(The task) Look through the entries that follow and return each line that has the string "Camino".

(Collected data entries)
+-------+
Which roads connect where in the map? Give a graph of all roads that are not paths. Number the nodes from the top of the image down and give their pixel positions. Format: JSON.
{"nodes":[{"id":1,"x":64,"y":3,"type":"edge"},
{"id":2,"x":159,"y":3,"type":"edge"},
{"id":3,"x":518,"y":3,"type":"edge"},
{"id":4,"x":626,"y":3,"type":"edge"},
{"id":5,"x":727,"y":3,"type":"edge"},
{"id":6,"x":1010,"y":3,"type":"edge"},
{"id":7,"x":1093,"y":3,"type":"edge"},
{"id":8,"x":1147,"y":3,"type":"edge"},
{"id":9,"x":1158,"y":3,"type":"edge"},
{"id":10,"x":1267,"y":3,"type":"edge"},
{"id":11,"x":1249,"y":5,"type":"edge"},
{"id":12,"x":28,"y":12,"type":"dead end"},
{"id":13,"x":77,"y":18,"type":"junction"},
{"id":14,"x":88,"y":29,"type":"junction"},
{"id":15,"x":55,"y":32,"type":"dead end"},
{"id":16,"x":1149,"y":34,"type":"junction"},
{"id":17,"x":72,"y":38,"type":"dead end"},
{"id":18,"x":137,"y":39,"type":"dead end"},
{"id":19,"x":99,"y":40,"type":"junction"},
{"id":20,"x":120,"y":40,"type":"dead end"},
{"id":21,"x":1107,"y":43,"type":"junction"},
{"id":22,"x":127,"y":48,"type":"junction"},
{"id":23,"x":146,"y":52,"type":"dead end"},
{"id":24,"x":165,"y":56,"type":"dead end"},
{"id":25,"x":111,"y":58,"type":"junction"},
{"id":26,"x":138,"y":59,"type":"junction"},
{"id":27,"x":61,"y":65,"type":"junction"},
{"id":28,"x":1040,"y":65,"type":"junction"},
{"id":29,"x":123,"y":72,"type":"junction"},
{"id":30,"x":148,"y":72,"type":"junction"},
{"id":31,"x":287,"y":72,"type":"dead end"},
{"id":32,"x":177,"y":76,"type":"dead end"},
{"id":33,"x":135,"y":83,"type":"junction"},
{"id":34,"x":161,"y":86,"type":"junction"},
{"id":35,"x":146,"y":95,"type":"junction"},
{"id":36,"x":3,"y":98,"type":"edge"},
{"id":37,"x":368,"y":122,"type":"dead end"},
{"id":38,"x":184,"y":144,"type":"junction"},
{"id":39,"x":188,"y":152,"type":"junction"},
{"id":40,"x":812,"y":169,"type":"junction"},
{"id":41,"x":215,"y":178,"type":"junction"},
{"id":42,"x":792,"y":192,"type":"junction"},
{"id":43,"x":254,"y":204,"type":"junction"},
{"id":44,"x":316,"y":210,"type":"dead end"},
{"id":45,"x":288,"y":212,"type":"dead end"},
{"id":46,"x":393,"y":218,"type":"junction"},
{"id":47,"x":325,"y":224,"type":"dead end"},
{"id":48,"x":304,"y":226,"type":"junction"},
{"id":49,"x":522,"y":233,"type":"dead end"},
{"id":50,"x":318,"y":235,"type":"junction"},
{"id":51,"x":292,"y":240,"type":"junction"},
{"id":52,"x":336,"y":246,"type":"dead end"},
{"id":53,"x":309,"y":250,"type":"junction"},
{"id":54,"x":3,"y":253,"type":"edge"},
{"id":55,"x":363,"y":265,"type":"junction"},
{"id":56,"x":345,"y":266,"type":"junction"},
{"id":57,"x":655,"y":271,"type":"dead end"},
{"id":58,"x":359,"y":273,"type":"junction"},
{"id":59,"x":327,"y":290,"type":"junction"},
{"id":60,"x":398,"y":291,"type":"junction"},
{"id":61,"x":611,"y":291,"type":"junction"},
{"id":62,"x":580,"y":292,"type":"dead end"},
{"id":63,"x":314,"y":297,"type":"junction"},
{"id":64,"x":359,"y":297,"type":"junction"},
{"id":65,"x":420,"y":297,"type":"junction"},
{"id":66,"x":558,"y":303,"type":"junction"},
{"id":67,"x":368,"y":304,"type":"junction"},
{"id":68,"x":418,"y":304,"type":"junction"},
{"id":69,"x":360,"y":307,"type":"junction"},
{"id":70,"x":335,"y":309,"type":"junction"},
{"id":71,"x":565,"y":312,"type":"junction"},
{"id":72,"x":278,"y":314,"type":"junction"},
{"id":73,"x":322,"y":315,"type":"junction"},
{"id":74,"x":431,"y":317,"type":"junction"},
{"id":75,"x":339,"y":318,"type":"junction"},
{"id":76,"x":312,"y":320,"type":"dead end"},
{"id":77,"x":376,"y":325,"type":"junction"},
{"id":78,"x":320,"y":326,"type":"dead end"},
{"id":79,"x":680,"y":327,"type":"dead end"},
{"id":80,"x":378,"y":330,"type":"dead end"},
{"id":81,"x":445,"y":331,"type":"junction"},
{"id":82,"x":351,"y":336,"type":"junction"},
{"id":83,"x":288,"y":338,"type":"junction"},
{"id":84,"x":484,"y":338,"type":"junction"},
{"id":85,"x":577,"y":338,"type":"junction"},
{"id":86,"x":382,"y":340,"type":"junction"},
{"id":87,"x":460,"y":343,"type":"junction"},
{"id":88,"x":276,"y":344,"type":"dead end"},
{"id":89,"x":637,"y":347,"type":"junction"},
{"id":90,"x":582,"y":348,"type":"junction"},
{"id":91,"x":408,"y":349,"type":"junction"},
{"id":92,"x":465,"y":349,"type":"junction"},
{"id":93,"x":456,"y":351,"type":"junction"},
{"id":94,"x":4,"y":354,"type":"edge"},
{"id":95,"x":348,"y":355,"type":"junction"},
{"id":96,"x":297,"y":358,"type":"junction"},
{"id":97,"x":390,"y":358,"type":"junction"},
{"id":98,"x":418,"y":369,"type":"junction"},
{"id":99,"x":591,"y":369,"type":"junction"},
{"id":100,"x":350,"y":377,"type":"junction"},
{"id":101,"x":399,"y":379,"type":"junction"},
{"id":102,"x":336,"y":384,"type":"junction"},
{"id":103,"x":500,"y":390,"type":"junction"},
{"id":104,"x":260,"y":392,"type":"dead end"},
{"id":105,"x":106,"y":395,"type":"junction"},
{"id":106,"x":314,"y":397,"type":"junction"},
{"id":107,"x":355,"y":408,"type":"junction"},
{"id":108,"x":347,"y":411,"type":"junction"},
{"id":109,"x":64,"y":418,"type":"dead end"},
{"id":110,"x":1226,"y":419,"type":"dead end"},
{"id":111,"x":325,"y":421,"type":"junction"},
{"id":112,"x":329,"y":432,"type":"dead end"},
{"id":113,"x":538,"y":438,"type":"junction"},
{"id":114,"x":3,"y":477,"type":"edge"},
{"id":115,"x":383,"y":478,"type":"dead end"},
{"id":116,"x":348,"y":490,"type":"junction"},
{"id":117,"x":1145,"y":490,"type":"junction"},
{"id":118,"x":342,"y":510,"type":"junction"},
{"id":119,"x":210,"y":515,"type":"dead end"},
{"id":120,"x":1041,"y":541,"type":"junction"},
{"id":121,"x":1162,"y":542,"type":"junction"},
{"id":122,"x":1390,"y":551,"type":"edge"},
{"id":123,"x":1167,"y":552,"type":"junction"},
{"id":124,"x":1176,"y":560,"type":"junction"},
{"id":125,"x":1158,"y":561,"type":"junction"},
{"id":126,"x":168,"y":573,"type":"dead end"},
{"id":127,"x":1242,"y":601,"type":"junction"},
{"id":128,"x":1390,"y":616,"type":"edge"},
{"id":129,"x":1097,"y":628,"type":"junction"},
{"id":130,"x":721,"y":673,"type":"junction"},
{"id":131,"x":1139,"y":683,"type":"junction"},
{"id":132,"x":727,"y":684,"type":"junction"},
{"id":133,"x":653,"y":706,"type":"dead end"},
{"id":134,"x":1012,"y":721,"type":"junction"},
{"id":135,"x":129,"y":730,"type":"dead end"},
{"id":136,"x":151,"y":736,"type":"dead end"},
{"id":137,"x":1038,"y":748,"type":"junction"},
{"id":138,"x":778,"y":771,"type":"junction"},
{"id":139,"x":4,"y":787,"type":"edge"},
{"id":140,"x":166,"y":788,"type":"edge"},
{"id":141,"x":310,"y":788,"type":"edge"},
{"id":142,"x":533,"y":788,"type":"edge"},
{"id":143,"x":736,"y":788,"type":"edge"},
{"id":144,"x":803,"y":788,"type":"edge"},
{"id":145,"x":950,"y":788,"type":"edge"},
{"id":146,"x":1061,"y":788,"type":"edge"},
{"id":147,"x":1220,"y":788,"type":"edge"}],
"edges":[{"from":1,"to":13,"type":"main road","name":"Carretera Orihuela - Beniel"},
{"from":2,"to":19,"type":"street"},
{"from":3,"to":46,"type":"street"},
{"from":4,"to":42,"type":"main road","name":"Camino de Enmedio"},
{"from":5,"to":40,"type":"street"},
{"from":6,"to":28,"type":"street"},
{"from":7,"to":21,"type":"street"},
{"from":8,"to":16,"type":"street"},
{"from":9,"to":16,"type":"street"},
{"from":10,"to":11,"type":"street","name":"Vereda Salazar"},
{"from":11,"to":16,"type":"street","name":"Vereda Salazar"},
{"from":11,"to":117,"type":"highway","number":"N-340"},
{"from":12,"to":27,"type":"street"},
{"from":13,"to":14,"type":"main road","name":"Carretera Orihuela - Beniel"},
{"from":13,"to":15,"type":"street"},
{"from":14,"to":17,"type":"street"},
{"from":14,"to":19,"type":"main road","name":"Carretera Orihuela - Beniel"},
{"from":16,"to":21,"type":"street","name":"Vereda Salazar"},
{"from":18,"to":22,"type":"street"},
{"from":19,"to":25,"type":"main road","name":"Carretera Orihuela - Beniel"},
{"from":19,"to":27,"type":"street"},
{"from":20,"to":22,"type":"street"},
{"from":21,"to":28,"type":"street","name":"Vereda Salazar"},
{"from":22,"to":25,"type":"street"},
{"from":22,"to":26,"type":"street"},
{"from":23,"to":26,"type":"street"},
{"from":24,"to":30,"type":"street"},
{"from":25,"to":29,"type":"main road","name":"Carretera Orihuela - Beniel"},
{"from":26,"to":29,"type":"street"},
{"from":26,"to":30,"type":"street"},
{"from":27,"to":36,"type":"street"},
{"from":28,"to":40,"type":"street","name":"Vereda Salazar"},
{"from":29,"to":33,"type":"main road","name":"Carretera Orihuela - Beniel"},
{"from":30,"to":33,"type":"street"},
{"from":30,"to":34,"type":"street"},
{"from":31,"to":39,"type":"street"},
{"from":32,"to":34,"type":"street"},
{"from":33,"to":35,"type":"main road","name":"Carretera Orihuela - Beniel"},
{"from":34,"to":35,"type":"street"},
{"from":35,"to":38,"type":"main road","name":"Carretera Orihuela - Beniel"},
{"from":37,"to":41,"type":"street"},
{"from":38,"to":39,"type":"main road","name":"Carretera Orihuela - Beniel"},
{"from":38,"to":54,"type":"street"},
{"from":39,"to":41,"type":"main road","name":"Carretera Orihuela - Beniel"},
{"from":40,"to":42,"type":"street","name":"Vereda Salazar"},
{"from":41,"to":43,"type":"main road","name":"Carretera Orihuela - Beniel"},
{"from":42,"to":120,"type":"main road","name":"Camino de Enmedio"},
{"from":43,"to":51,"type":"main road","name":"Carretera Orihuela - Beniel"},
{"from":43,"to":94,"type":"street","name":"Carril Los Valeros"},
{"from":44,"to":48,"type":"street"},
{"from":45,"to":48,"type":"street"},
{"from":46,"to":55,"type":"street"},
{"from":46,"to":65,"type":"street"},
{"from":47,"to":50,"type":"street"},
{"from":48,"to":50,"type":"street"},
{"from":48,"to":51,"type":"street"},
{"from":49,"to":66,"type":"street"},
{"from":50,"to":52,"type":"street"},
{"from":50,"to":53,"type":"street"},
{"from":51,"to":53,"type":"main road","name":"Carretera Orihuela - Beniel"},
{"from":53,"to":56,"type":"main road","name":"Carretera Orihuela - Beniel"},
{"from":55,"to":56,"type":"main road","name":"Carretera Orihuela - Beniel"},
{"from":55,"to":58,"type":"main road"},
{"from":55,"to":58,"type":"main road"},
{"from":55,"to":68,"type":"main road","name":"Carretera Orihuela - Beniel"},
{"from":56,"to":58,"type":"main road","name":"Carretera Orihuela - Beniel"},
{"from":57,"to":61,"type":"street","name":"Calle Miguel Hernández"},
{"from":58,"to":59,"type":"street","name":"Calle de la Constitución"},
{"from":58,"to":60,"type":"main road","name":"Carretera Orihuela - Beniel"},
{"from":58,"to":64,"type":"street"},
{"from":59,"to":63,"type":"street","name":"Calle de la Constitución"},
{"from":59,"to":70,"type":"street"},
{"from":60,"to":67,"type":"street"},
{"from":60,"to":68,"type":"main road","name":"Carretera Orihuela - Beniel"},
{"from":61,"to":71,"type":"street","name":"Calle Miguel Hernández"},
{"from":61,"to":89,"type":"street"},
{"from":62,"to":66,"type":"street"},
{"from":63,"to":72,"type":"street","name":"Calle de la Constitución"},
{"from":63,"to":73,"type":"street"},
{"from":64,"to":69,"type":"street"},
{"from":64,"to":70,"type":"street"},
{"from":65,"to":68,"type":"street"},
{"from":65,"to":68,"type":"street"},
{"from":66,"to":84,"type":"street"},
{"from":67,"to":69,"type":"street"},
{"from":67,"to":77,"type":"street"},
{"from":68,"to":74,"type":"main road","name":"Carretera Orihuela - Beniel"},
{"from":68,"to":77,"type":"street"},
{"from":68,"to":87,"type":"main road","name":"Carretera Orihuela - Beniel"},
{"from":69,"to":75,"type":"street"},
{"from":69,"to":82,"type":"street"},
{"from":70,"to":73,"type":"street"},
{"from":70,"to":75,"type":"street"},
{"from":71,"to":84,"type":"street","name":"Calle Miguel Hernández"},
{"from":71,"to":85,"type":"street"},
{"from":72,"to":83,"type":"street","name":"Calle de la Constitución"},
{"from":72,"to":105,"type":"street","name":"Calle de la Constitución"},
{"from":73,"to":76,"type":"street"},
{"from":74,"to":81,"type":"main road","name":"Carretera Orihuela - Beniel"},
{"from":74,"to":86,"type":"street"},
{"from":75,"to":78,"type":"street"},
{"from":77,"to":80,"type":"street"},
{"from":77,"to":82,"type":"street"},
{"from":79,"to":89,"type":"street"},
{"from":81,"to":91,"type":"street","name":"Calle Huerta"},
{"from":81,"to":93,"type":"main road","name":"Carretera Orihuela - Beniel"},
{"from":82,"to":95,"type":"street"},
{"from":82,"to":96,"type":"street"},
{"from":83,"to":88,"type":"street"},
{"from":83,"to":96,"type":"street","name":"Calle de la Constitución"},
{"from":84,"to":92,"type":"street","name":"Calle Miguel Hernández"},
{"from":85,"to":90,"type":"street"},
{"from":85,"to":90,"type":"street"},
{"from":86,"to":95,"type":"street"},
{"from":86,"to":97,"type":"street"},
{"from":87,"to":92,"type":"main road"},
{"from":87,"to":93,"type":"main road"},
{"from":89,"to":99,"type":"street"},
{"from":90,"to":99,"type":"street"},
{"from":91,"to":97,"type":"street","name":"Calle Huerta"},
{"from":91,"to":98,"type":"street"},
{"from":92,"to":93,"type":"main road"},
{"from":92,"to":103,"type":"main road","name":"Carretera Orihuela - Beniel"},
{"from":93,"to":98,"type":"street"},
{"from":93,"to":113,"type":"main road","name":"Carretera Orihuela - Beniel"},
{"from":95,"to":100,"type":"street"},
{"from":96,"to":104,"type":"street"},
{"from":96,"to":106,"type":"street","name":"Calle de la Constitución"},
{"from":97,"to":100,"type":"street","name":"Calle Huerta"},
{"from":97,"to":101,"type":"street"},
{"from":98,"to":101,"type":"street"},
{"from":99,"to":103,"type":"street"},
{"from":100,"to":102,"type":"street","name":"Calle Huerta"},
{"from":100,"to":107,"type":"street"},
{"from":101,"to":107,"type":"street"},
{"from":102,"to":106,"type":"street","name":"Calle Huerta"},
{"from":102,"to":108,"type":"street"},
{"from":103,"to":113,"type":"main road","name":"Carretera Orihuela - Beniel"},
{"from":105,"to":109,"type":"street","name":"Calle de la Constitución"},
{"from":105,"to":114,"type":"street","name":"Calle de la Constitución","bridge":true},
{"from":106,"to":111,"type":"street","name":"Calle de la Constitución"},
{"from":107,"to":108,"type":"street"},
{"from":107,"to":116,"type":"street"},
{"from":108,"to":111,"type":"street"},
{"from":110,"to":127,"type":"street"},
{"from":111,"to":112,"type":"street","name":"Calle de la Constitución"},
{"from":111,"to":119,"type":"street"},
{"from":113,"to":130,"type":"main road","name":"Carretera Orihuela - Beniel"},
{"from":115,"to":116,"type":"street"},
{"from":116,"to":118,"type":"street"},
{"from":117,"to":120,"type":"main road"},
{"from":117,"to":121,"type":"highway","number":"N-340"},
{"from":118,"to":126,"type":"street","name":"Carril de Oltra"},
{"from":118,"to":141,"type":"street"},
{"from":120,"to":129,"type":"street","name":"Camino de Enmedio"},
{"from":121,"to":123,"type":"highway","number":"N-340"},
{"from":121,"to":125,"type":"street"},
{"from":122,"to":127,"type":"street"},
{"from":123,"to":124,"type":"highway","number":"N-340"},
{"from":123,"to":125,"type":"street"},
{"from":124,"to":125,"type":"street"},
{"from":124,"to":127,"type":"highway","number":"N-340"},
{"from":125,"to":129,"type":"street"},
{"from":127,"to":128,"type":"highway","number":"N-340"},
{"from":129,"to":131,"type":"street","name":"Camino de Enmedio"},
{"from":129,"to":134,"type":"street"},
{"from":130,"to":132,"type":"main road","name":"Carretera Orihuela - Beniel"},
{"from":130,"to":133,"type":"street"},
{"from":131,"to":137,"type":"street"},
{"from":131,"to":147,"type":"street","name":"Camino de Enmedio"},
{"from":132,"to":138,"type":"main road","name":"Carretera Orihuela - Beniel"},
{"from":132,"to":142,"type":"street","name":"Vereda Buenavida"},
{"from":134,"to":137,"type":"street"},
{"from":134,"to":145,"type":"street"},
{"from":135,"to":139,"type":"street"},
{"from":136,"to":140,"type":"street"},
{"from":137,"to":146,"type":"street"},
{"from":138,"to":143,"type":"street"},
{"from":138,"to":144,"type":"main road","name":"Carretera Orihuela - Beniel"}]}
+-------+
(Solution for this task)
{"from":4,"to":42,"type":"main road","name":"Camino de Enmedio"},
{"from":42,"to":120,"type":"main road","name":"Camino de Enmedio"},
{"from":120,"to":129,"type":"street","name":"Camino de Enmedio"},
{"from":129,"to":131,"type":"street","name":"Camino de Enmedio"},
{"from":131,"to":147,"type":"street","name":"Camino de Enmedio"},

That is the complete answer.